- Born: November 14, 1899 Cherokee, Kansas, USA
- Died: January 2, 1986 (aged 86)
- Occupation: Author
- Writing career
- Pen name: Miska Miles
- Genre: Children's literature

= Patricia Miles Martin =

American children's author

Patricia Miles Martin (November 14, 1899 – January 2, 1986) was an American children's author who wrote American historical fiction, non-fiction, and biographies. She published under her own name as well as the names Miska Miles, Patricia A. Miles, and Jerry Lane. As Miska Miles, she received a Newbery Honor for her book Annie and the Old One in 1972.

==Biography==

Born in Cherokee, Kansas, she graduated from the University of Wyoming. Following her graduation, she worked for four years as an elementary school teacher in Denver, Colorado and Arminto, Wyoming. Martin and her husband, Edward R. Martin, then moved to California.

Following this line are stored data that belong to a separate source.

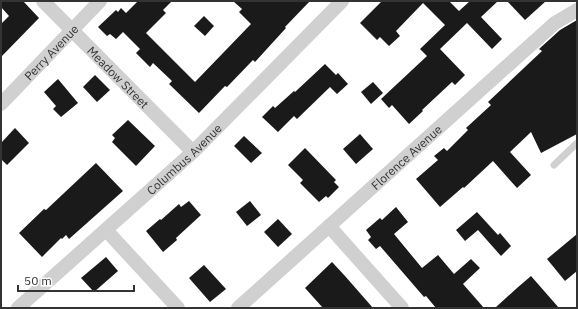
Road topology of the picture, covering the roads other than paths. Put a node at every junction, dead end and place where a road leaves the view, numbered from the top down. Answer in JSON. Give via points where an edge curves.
{"nodes":[{"id":1,"x":43,"y":1,"type":"edge"},
{"id":2,"x":100,"y":1,"type":"edge"},
{"id":3,"x":342,"y":1,"type":"edge"},
{"id":4,"x":577,"y":10,"type":"edge"},
{"id":5,"x":72,"y":30,"type":"junction"},
{"id":6,"x":1,"y":104,"type":"edge"},
{"id":7,"x":577,"y":143,"type":"edge"},
{"id":8,"x":193,"y":152,"type":"junction"},
{"id":9,"x":554,"y":165,"type":"dead end"},
{"id":10,"x":329,"y":226,"type":"junction"},
{"id":11,"x":106,"y":230,"type":"junction"},
{"id":12,"x":18,"y":308,"type":"edge"},
{"id":13,"x":178,"y":308,"type":"edge"},
{"id":14,"x":238,"y":308,"type":"edge"},
{"id":15,"x":402,"y":308,"type":"edge"}],
"edges":[{"from":1,"to":5,"type":"street","name":"Meadow Street"},
{"from":2,"to":5,"type":"street","name":"Perry Avenue"},
{"from":3,"to":8,"type":"street","name":"Columbus Avenue"},
{"from":4,"to":10,"type":"street","name":"Florence Avenue","via":[[555,23]]},
{"from":5,"to":6,"type":"street","name":"Perry Avenue"},
{"from":5,"to":8,"type":"street","name":"Meadow Street"},
{"from":7,"to":9,"type":"lane"},
{"from":8,"to":11,"type":"street","name":"Columbus Avenue"},
{"from":10,"to":14,"type":"street","name":"Florence Avenue"},
{"from":10,"to":15,"type":"street"},
{"from":11,"to":12,"type":"street","name":"Columbus Avenue"},
{"from":11,"to":13,"type":"street"}]}
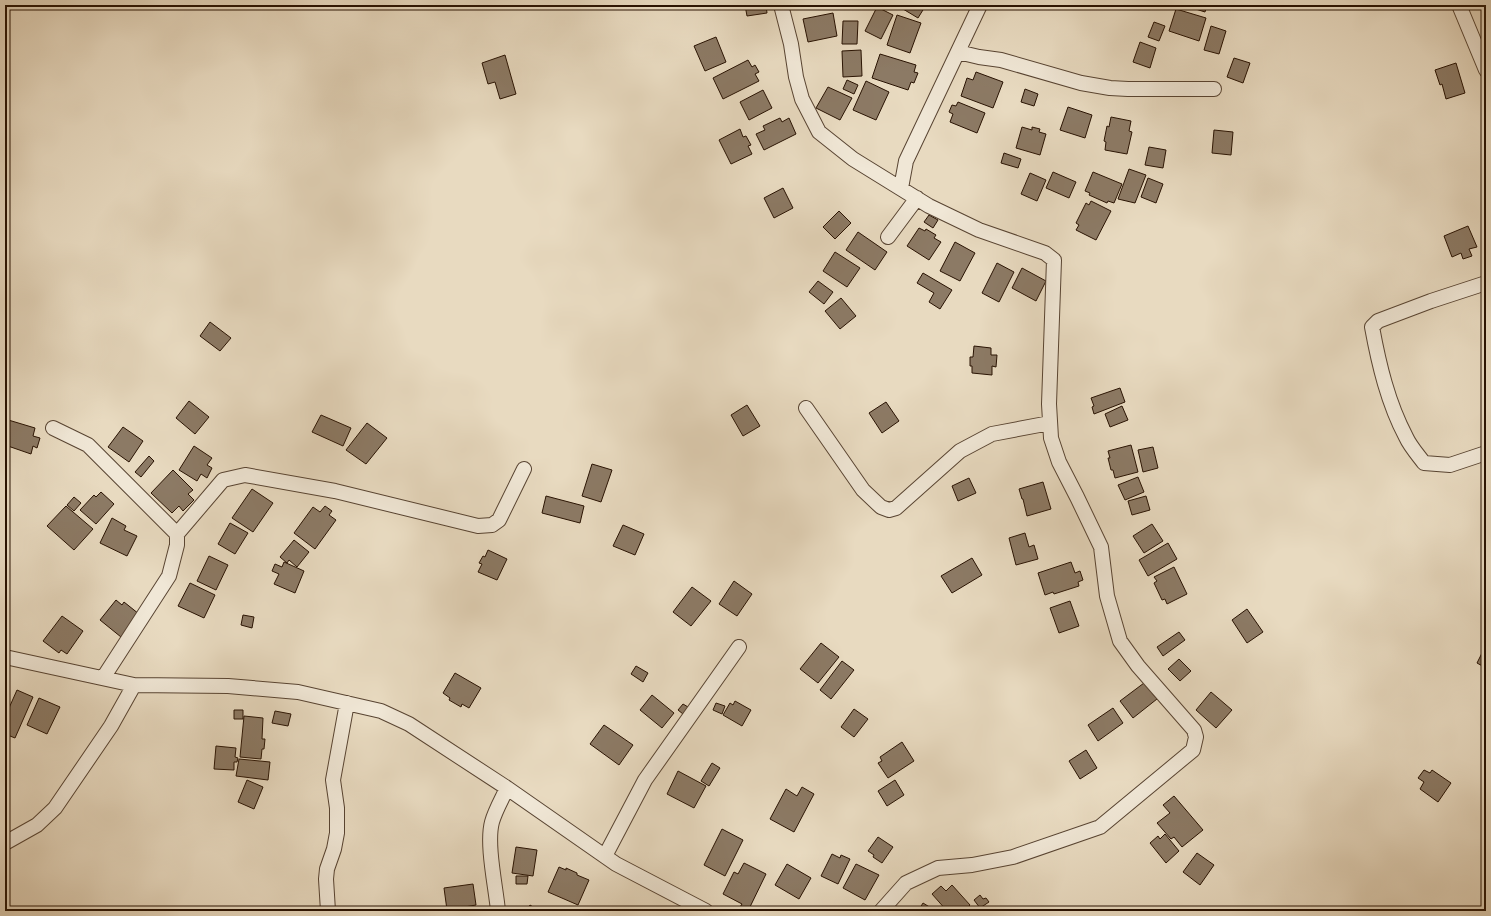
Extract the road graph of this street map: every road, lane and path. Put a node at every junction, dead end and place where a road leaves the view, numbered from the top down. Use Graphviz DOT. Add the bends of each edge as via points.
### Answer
graph roads {
  1 [pos="781,5"];
  2 [pos="980,5"];
  3 [pos="1459,5"];
  4 [pos="958,52"];
  5 [pos="1486,70"];
  6 [pos="1214,89"];
  7 [pos="901,188"];
  8 [pos="917,198"];
  9 [pos="888,237"];
  10 [pos="1486,283"];
  11 [pos="806,408"];
  12 [pos="1050,423"];
  13 [pos="54,428"];
  14 [pos="1486,453"];
  15 [pos="524,469"];
  16 [pos="177,534"];
  17 [pos="739,647"];
  18 [pos="5,657"];
  19 [pos="103,678"];
  20 [pos="134,685"];
  21 [pos="347,703"];
  22 [pos="507,788"];
  23 [pos="5,844"];
  24 [pos="605,856"];
  25 [pos="328,911"];
  26 [pos="498,911"];
  27 [pos="706,911"];
  28 [pos="881,911"];
  1 -- 7 [label="street" via="802,99 819,132 853,159"];
  2 -- 4 [label="street"];
  3 -- 5 [label="street"];
  4 -- 6 [label="street" via="1001,60 1081,83 1110,88"];
  4 -- 7 [label="street" via="906,161"];
  7 -- 8 [label="street"];
  8 -- 9 [label="street"];
  8 -- 12 [label="street" via="979,230 1045,253 1054,260"];
  10 -- 14 [label="street" via="1378,321 1372,327 1386,390 1406,438 1424,463 1450,465"];
  11 -- 12 [label="street" via="863,490 881,507 889,510 896,508 960,451 992,434"];
  12 -- 28 [label="street" via="1051,438 1059,462 1101,547 1107,596 1120,641 1138,666 1194,730 1196,738 1193,750 1100,827 1013,857 938,868 906,883"];
  13 -- 16 [label="street" via="88,445"];
  15 -- 16 [label="street" via="499,520 492,525 478,526 335,491 244,475 224,480"];
  16 -- 19 [label="street" via="178,545 169,576"];
  17 -- 24 [label="street" via="645,780"];
  18 -- 19 [label="street"];
  19 -- 20 [label="street"];
  20 -- 21 [label="street" via="228,686 283,690"];
  20 -- 23 [label="street" via="111,726 55,808 37,825"];
  21 -- 22 [label="street" via="381,711 409,724"];
  21 -- 25 [label="street" via="333,780 338,827 327,869"];
  22 -- 24 [label="street"];
  22 -- 26 [label="street" via="492,822 490,845"];
  24 -- 27 [label="street"];
}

In 1957, Martin enrolled in an upholstery class at San Mateo College. When she discovered that the class was full, she sat down instead in a creative writing class where seats were available. During that course, she wrote the manuscript that would become her first published book, Sylvester and the Voice in the Forest (1958). Martin would go on to write more than 100 stories in her career under several pen names. In 2013, a passage from Martin's Otter in the Cove was used in the New York State standardized test in reading in the second year that the tests were aligned to the Common Core.

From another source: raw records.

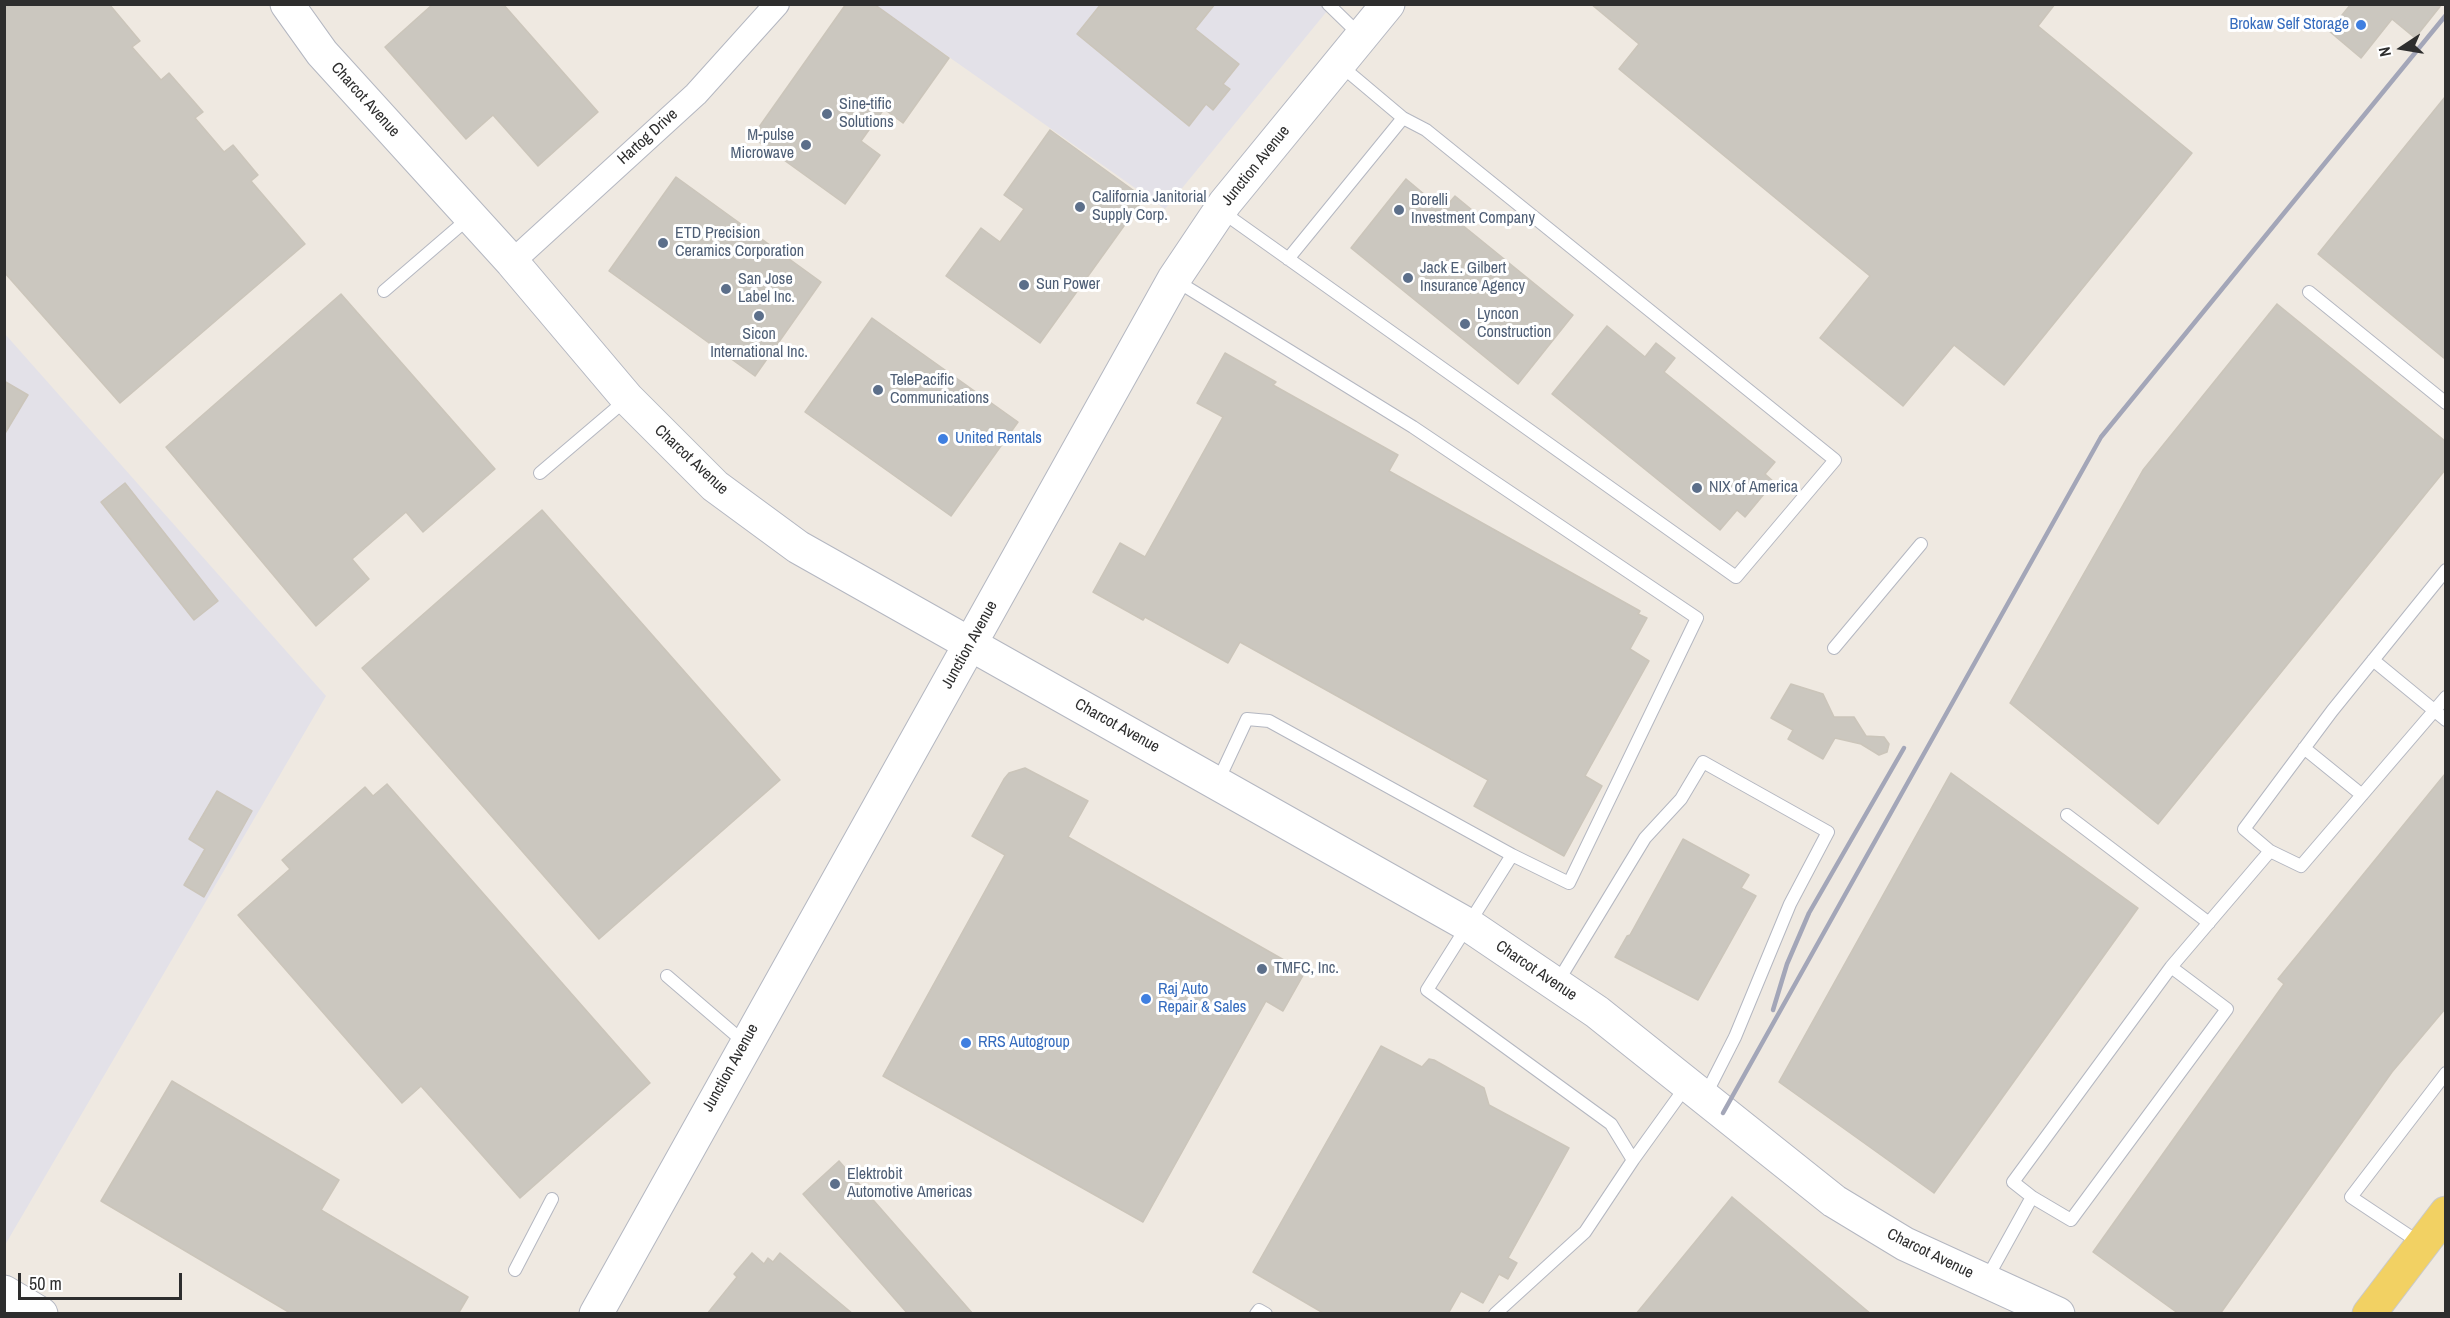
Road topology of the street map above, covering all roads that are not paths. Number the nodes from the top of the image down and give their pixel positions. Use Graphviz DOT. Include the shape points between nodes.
graph roads {
  1 [pos="287,4"];
  2 [pos="777,4"];
  3 [pos="1328,4"];
  4 [pos="1388,4"];
  5 [pos="1362,37"];
  6 [pos="1339,65"];
  7 [pos="1403,118"];
  8 [pos="1220,210"];
  9 [pos="471,217"];
  10 [pos="1288,259"];
  11 [pos="512,262"];
  12 [pos="1174,279"];
  13 [pos="384,291"];
  14 [pos="2309,292"];
  15 [pos="627,398"];
  16 [pos="2445,403"];
  17 [pos="540,473"];
  18 [pos="1921,544"];
  19 [pos="2445,570"];
  20 [pos="970,646"];
  21 [pos="1834,648"];
  22 [pos="2373,660"];
  23 [pos="2445,697"];
  24 [pos="2434,711"];
  25 [pos="2445,720"];
  26 [pos="2304,748"];
  27 [pos="1217,782"];
  28 [pos="2362,795"];
  29 [pos="2067,815"];
  30 [pos="2270,851"];
  31 [pos="1512,855"];
  32 [pos="2209,923"];
  33 [pos="1470,926"];
  34 [pos="2171,967"];
  35 [pos="667,976"];
  36 [pos="1557,983"];
  37 [pos="745,1043"];
  38 [pos="2445,1073"];
  39 [pos="1696,1091"];
  40 [pos="1633,1160"];
  41 [pos="2032,1197"];
  42 [pos="552,1199"];
  43 [pos="2445,1213"];
  44 [pos="2422,1245"];
  45 [pos="515,1270"];
  46 [pos="1986,1281"];
  47 [pos="4,1292"];
  48 [pos="41,1314"];
  49 [pos="596,1314"];
  50 [pos="1256,1314"];
  51 [pos="1266,1314"];
  52 [pos="1495,1314"];
  53 [pos="2058,1314"];
  54 [pos="2369,1314"];
  1 -- 9 [label="street, Charcot Avenue" via="320,51"];
  2 -- 11 [label="street, Hartog Drive" via="696,94"];
  3 -- 5 [label="lane"];
  4 -- 5 [label="street, Junction Avenue"];
  5 -- 6 [label="street, Junction Avenue"];
  6 -- 7 [label="lane"];
  6 -- 8 [label="street, Junction Avenue"];
  7 -- 10 [label="lane"];
  7 -- 10 [label="lane" via="1426,130 1835,460 1736,577"];
  8 -- 10 [label="lane"];
  8 -- 12 [label="street, Junction Avenue"];
  9 -- 11 [label="street, Charcot Avenue"];
  9 -- 13 [label="lane"];
  11 -- 15 [label="street, Charcot Avenue"];
  12 -- 20 [label="street, Junction Avenue"];
  12 -- 31 [label="lane" via="1413,427 1697,618 1569,884"];
  14 -- 16 [label="lane"];
  15 -- 17 [label="lane"];
  15 -- 20 [label="street, Charcot Avenue" via="715,486 798,547"];
  18 -- 21 [label="lane"];
  19 -- 22 [label="lane"];
  20 -- 27 [label="street, Charcot Avenue"];
  20 -- 37 [label="street, Junction Avenue"];
  22 -- 24 [label="lane"];
  22 -- 26 [label="lane"];
  23 -- 24 [label="lane"];
  24 -- 25 [label="lane"];
  24 -- 28 [label="lane"];
  26 -- 28 [label="lane"];
  26 -- 30 [label="lane" via="2244,829"];
  27 -- 31 [label="lane" via="1247,719 1269,722"];
  27 -- 33 [label="street, Charcot Avenue"];
  28 -- 30 [label="lane" via="2301,866"];
  29 -- 32 [label="lane"];
  30 -- 32 [label="lane"];
  31 -- 33 [label="lane"];
  32 -- 34 [label="lane"];
  33 -- 36 [label="street, Charcot Avenue"];
  33 -- 40 [label="lane" via="1426,990 1611,1124"];
  34 -- 41 [label="lane" via="2013,1182"];
  34 -- 41 [label="lane" via="2227,1009 2071,1220"];
  35 -- 37 [label="lane"];
  36 -- 39 [label="street, Charcot Avenue"];
  36 -- 39 [label="lane" via="1645,838 1681,800 1703,762 1828,832 1790,904 1735,1037"];
  37 -- 49 [label="street, Junction Avenue"];
  38 -- 44 [label="lane" via="2351,1197"];
  39 -- 40 [label="lane"];
  39 -- 46 [label="street, Charcot Avenue" via="1834,1202 1905,1244"];
  40 -- 52 [label="lane" via="1585,1232"];
  41 -- 46 [label="lane"];
  42 -- 45 [label="lane"];
  43 -- 44 [label="main road"];
  44 -- 54 [label="main road"];
  46 -- 53 [label="street, Charcot Avenue"];
  47 -- 48 [label="street"];
  50 -- 51 [label="lane" via="1259,1310"];
}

Martin wrote fiction with characters from a wide range of ethnic communities, picture books for beginning readers, and twelve biographies, for Putnam's "See & Read/Begin to Read Biography Series." Some of her inspiration came from the events that happened in her youth while living on a farm in Kansas and on a Navajo reservation. Stories with Navajo characters, for example, include Annie and the Old One, Gracie and the Biggest Pumpkin and Navajo Pets. She presented a child's view of many social and family struggles. The Washington Post, described Annie and the Old One, the story of a Navajo “girl's love for her grandmother and her struggle to understand the impending death of the old woman," a topic she presented with "gentle restraint."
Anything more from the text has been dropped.